Abstract

The liver-specific phenotype of immortalised rat hepatocytes is not irretrievably lost as they age in culture but can be manipulated by modifying the culture environment. Testosterone metabolism was used to investigate the profile of cytochrome P450 isoenzymes present in two immortalised cell lines, P9 and LQC, and in primary cultures of rat hepatocytes, cultured on collagen films, gels and double gel cultures (sandwich configuration). The extent of testosterone metabolism, and the range of metabolites produced, was increased in immortalised cells by the presence of collagen as a substratum film or gel but survival was poorer and the range of metabolites was reduced in sandwich culture. In contrast, testosterone metabolism was retained in primary hepatocytes in sandwich cultures at a higher level than in collagen film or gel cultures. Expression of alpha class glutathione-S-transferases (GSTs) increased and that of GSTP1 decreased (changes which indicate a recovery of normal liver GST phenotype) when the medium of immortalised cell cultures was supplemented with dimethyl sulphoxide (DMSO). DMSO also improved ethoxyresorufin O-deethylation (EROD) and testosterone metabolism in immortalised cells. It also markedly inhibited proliferation, DNA, RNA and protein synthesis.

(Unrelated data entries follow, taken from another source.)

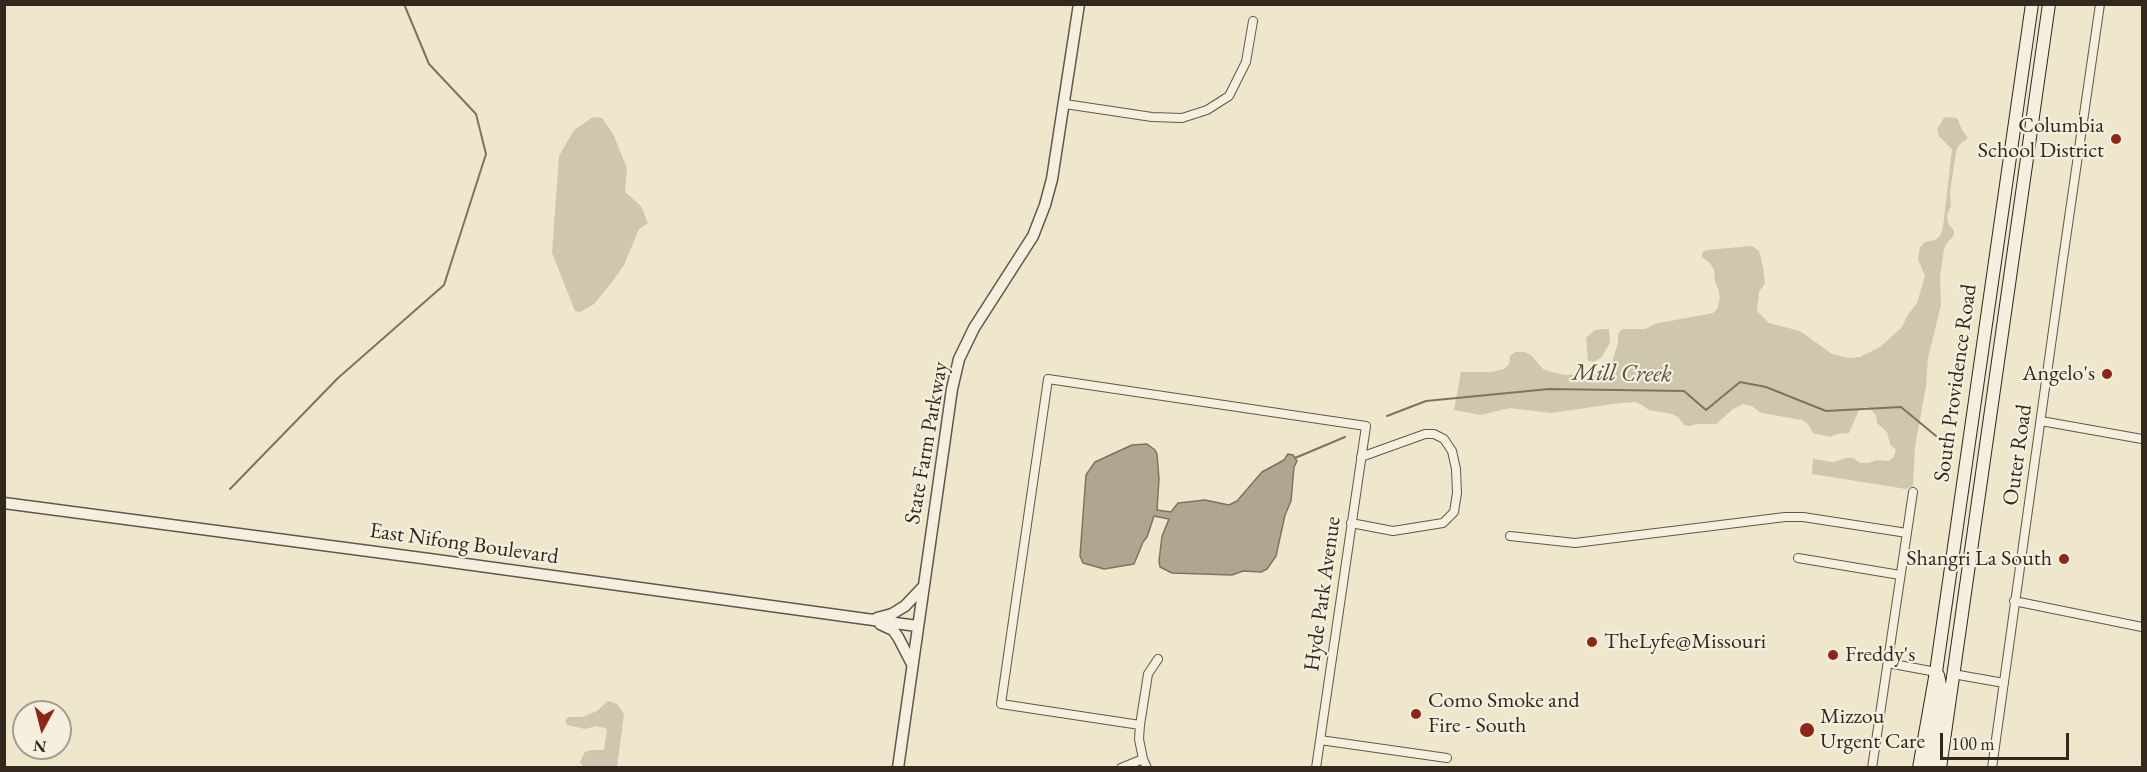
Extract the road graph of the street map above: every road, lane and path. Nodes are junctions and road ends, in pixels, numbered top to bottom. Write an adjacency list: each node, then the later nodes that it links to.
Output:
1 (1079, 4): 6 (street, State Farm Parkway)
2 (2032, 4): 16 (main road, South Providence Road)
3 (2049, 4): 27 (main road, South Providence Road)
4 (2100, 4): 7 (street, Outer Road)
5 (1253, 21): 6 (street)
6 (1065, 104): 18 (street, State Farm Parkway)
7 (2041, 421): 8 (street); 19 (street, Outer Road)
8 (2142, 439)
9 (1361, 457): 12 (street, Hyde Park Avenue); 12 (street); 29 (street, Hyde Park Avenue)
10 (1913, 492): 13 (street)
11 (4, 503): 20 (street, East Nifong Boulevard)
12 (1351, 523): 30 (street, Hyde Park Avenue)
13 (1907, 533): 14 (street); 17 (street)
14 (1510, 536)
15 (1798, 558): 17 (street)
16 (1952, 559): 26 (main road, South Providence Road); 27 (main road)
17 (1900, 575): 24 (street)
18 (923, 587): 20 (street); 21 (street, State Farm Parkway)
19 (2014, 601): 22 (street); 28 (street, Outer Road)
20 (872, 620): 21 (street, East Nifong Boulevard); 25 (street)
21 (917, 626): 25 (street, State Farm Parkway)
22 (2142, 627)
23 (1158, 659): 29 (street)
24 (1888, 663): 26 (street); 36 (street)
25 (912, 664): 33 (street, State Farm Parkway)
26 (1936, 672): 37 (main road, South Providence Road); 38 (main road)
27 (1953, 674): 28 (street); 39 (main road, South Providence Road)
28 (2004, 683): 40 (street, Outer Road)
29 (1140, 725): 32 (street)
30 (1320, 740): 31 (street); 35 (street, Hyde Park Avenue)
31 (1447, 758)
32 (1145, 763): 34 (street)
33 (898, 768)
34 (1121, 768)
35 (1316, 768)
36 (1872, 768)
37 (1919, 768)
38 (1931, 768)
39 (1940, 768)
40 (1992, 768)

Maximal testosterone metabolism was observed in immortalised cells cultured on collagen gels in the presence of 1% (v/v) DMSO. Development of a protocol for treating immortalised liver cells cultured on collagen gels with DMSO to switch between proliferation and differentiation may provide a convenient system expressing the xenobiotic metabolising enzymes required for in vitro toxicity testing.